Haulage contractor killed by lorry with no reversing alarm

Open-access content Thursday 23rd February 2017
From the archive:  Just so you know, this article is more than 3 years old.

Manchester Crown Court was told that Steven Wailey, a HGV driver employed by Alex Sharples Farm Supplies and Transport (ASFST), was backing into a parking space at Sandywood Industrial Estate on 7 May 2014 when he hit Danny Adams, 63.

Adams was the owner of D Adams Haulage Contractors and he rented part of ASFST's yard to park two of his vehicles.

He was crushed between the back wheel of his own vehicle and the rear of Wailey's lorry and was taken to Salford Royal Hospital, where he died of internal injuries two days later.

The Health and Safety Executive (HSE) investigated the accident. It found that ASFST had no safe system of work for reversing HGVs and failed to segregate vehicles and pedestrians. It provided no training for its drivers and there were no banksmen on site.

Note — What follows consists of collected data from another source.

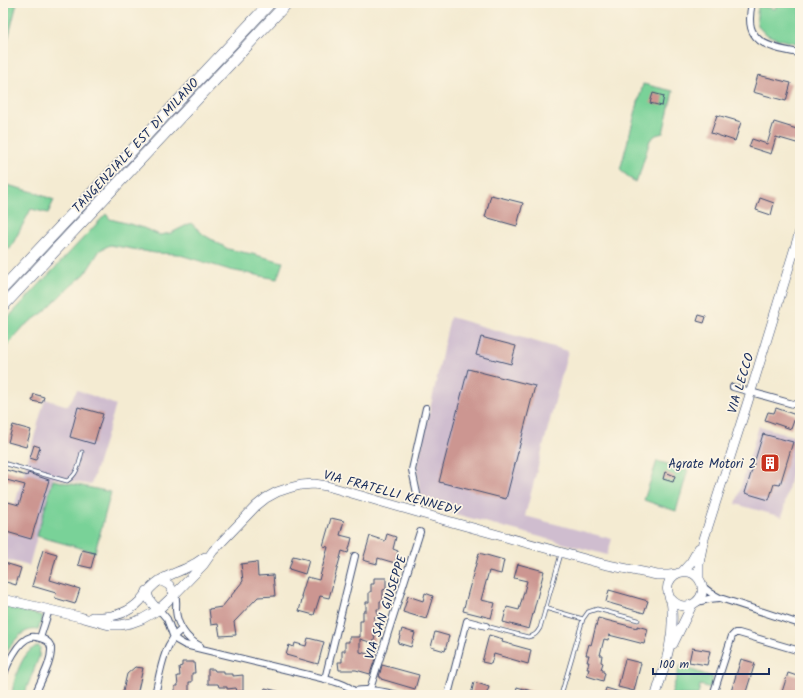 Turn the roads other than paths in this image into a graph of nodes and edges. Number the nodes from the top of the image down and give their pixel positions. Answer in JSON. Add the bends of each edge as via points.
{"nodes":[{"id":1,"x":270,"y":3,"type":"edge"},
{"id":2,"x":287,"y":3,"type":"edge"},
{"id":3,"x":752,"y":3,"type":"edge"},
{"id":4,"x":800,"y":53,"type":"edge"},
{"id":5,"x":800,"y":231,"type":"edge"},
{"id":6,"x":798,"y":244,"type":"edge"},
{"id":7,"x":3,"y":288,"type":"edge"},
{"id":8,"x":3,"y":306,"type":"edge"},
{"id":9,"x":733,"y":387,"type":"dead end"},
{"id":10,"x":751,"y":392,"type":"junction"},
{"id":11,"x":800,"y":406,"type":"edge"},
{"id":12,"x":426,"y":408,"type":"dead end"},
{"id":13,"x":82,"y":452,"type":"dead end"},
{"id":14,"x":3,"y":462,"type":"edge"},
{"id":15,"x":419,"y":513,"type":"junction"},
{"id":16,"x":420,"y":532,"type":"dead end"},
{"id":17,"x":703,"y":542,"type":"junction"},
{"id":18,"x":213,"y":551,"type":"junction"},
{"id":19,"x":562,"y":553,"type":"junction"},
{"id":20,"x":355,"y":556,"type":"dead end"},
{"id":21,"x":679,"y":573,"type":"junction"},
{"id":22,"x":648,"y":574,"type":"junction"},
{"id":23,"x":700,"y":583,"type":"junction"},
{"id":24,"x":153,"y":586,"type":"junction"},
{"id":25,"x":175,"y":594,"type":"junction"},
{"id":26,"x":669,"y":596,"type":"junction"},
{"id":27,"x":3,"y":598,"type":"edge"},
{"id":28,"x":720,"y":598,"type":"junction"},
{"id":29,"x":694,"y":603,"type":"junction"},
{"id":30,"x":545,"y":608,"type":"junction"},
{"id":31,"x":49,"y":610,"type":"junction"},
{"id":32,"x":158,"y":610,"type":"junction"},
{"id":33,"x":80,"y":617,"type":"junction"},
{"id":34,"x":583,"y":619,"type":"junction"},
{"id":35,"x":638,"y":620,"type":"dead end"},
{"id":36,"x":800,"y":624,"type":"edge"},
{"id":37,"x":486,"y":626,"type":"joint"},
{"id":38,"x":182,"y":629,"type":"junction"},
{"id":39,"x":40,"y":638,"type":"junction"},
{"id":40,"x":174,"y":638,"type":"junction"},
{"id":41,"x":209,"y":650,"type":"junction"},
{"id":42,"x":800,"y":651,"type":"edge"},
{"id":43,"x":669,"y":652,"type":"junction"},
{"id":44,"x":3,"y":678,"type":"edge"},
{"id":45,"x":326,"y":679,"type":"junction"},
{"id":46,"x":370,"y":689,"type":"junction"},
{"id":47,"x":356,"y":693,"type":"edge"},
{"id":48,"x":35,"y":695,"type":"edge"},
{"id":49,"x":156,"y":695,"type":"edge"},
{"id":50,"x":363,"y":695,"type":"edge"},
{"id":51,"x":398,"y":695,"type":"edge"},
{"id":52,"x":448,"y":695,"type":"edge"},
{"id":53,"x":561,"y":695,"type":"edge"},
{"id":54,"x":656,"y":695,"type":"edge"},
{"id":55,"x":713,"y":695,"type":"edge"}],
"edges":[{"from":1,"to":7,"type":"highway","name":"TANGENZIALE EST DI MILANO"},
{"from":2,"to":8,"type":"highway","name":"TANGENZIALE EST DI MILANO"},
{"from":3,"to":4,"type":"street","via":[[749,17],[754,35],[769,46]]},
{"from":5,"to":6,"type":"street","name":"VIA LECCO"},
{"from":6,"to":10,"type":"street","name":"VIA LECCO"},
{"from":9,"to":10,"type":"street"},
{"from":10,"to":11,"type":"street"},
{"from":10,"to":17,"type":"street","name":"VIA LECCO"},
{"from":12,"to":15,"type":"street","via":[[412,470]]},
{"from":13,"to":14,"type":"lane","via":[[75,475],[66,481]]},
{"from":15,"to":18,"type":"street","name":"VIA FRATELLI KENNEDY","via":[[327,486],[301,485],[266,498]]},
{"from":15,"to":19,"type":"street","name":"VIA FRATELLI KENNEDY"},
{"from":16,"to":46,"type":"street","name":"VIA SAN GIUSEPPE"},
{"from":17,"to":21,"type":"street","name":"VIA LECCO","via":[[691,562]]},
{"from":17,"to":23,"type":"street","name":"VIA LECCO","via":[[699,564]]},
{"from":18,"to":24,"type":"street","name":"VIA FRATELLI KENNEDY"},
{"from":18,"to":25,"type":"street","name":"VIA FRATELLI KENNEDY"},
{"from":19,"to":22,"type":"street","name":"VIA FRATELLI KENNEDY"},
{"from":19,"to":30,"type":"lane"},
{"from":20,"to":45,"type":"street"},
{"from":21,"to":22,"type":"street","name":"VIA FRATELLI KENNEDY","via":[[663,576]]},
{"from":21,"to":23,"type":"street","via":[[691,573]]},
{"from":21,"to":26,"type":"street","name":"VIA LECCO","via":[[669,582]]},
{"from":22,"to":26,"type":"street","name":"VIA FRATELLI KENNEDY","via":[[662,584]]},
{"from":23,"to":28,"type":"street"},
{"from":23,"to":29,"type":"street","name":"VIA LECCO","via":[[701,594]]},
{"from":24,"to":25,"type":"street","via":[[169,585]]},
{"from":24,"to":32,"type":"street","via":[[148,597]]},
{"from":24,"to":33,"type":"street","via":[[133,608],[117,616]]},
{"from":25,"to":32,"type":"street","name":"VIA FRATELLI KENNEDY"},
{"from":25,"to":38,"type":"street","via":[[176,614]]},
{"from":26,"to":29,"type":"street","via":[[680,606]]},
{"from":26,"to":43,"type":"street","name":"VIA LECCO","via":[[672,619]]},
{"from":27,"to":31,"type":"street"},
{"from":28,"to":29,"type":"street"},
{"from":28,"to":36,"type":"street"},
{"from":29,"to":43,"type":"street","name":"VIA LECCO"},
{"from":30,"to":34,"type":"lane"},
{"from":30,"to":37,"type":"lane","via":[[540,628],[533,636],[528,637]]},
{"from":31,"to":33,"type":"street"},
{"from":31,"to":39,"type":"street"},
{"from":32,"to":33,"type":"street","name":"VIA FRATELLI KENNEDY","via":[[142,619],[120,625],[109,625]]},
{"from":32,"to":40,"type":"street","via":[[167,619]]},
{"from":34,"to":35,"type":"lane","via":[[588,612],[597,609]]},
{"from":34,"to":53,"type":"lane"},
{"from":37,"to":52,"type":"street","via":[[467,621]]},
{"from":38,"to":40,"type":"street"},
{"from":38,"to":41,"type":"street","via":[[190,639]]},
{"from":39,"to":44,"type":"street","via":[[31,637],[22,643],[9,662]]},
{"from":39,"to":48,"type":"street","via":[[49,642],[51,652]]},
{"from":40,"to":41,"type":"street","via":[[186,645]]},
{"from":40,"to":49,"type":"street","via":[[166,652]]},
{"from":41,"to":45,"type":"street"},
{"from":42,"to":55,"type":"street","via":[[735,633]]},
{"from":43,"to":54,"type":"street","name":"VIA LECCO"},
{"from":45,"to":47,"type":"street","via":[[346,686]]},
{"from":46,"to":47,"type":"street"},
{"from":46,"to":50,"type":"street"},
{"from":46,"to":51,"type":"street"}]}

ASFST pleaded guilty to a breach of s 3(1) of the Health and Safety at Work Act. It was fined £30,000 plus £14,000 costs.

After the hearing, HSE inspector Ian Betley said the accident was "caused by the failure of the host company to implement safe systems of work, and failure to ensure that health and safety documentation was communicated and followed".

He added: "This risk was further amplified by the company's failure to undertake a number of simple safety measures including segregating vehicles and pedestrians, ensuring that vehicles were fitted with reversing 'bleepers', and ensuring that reversing manoeuvres were supervised, in accordance with their site rules."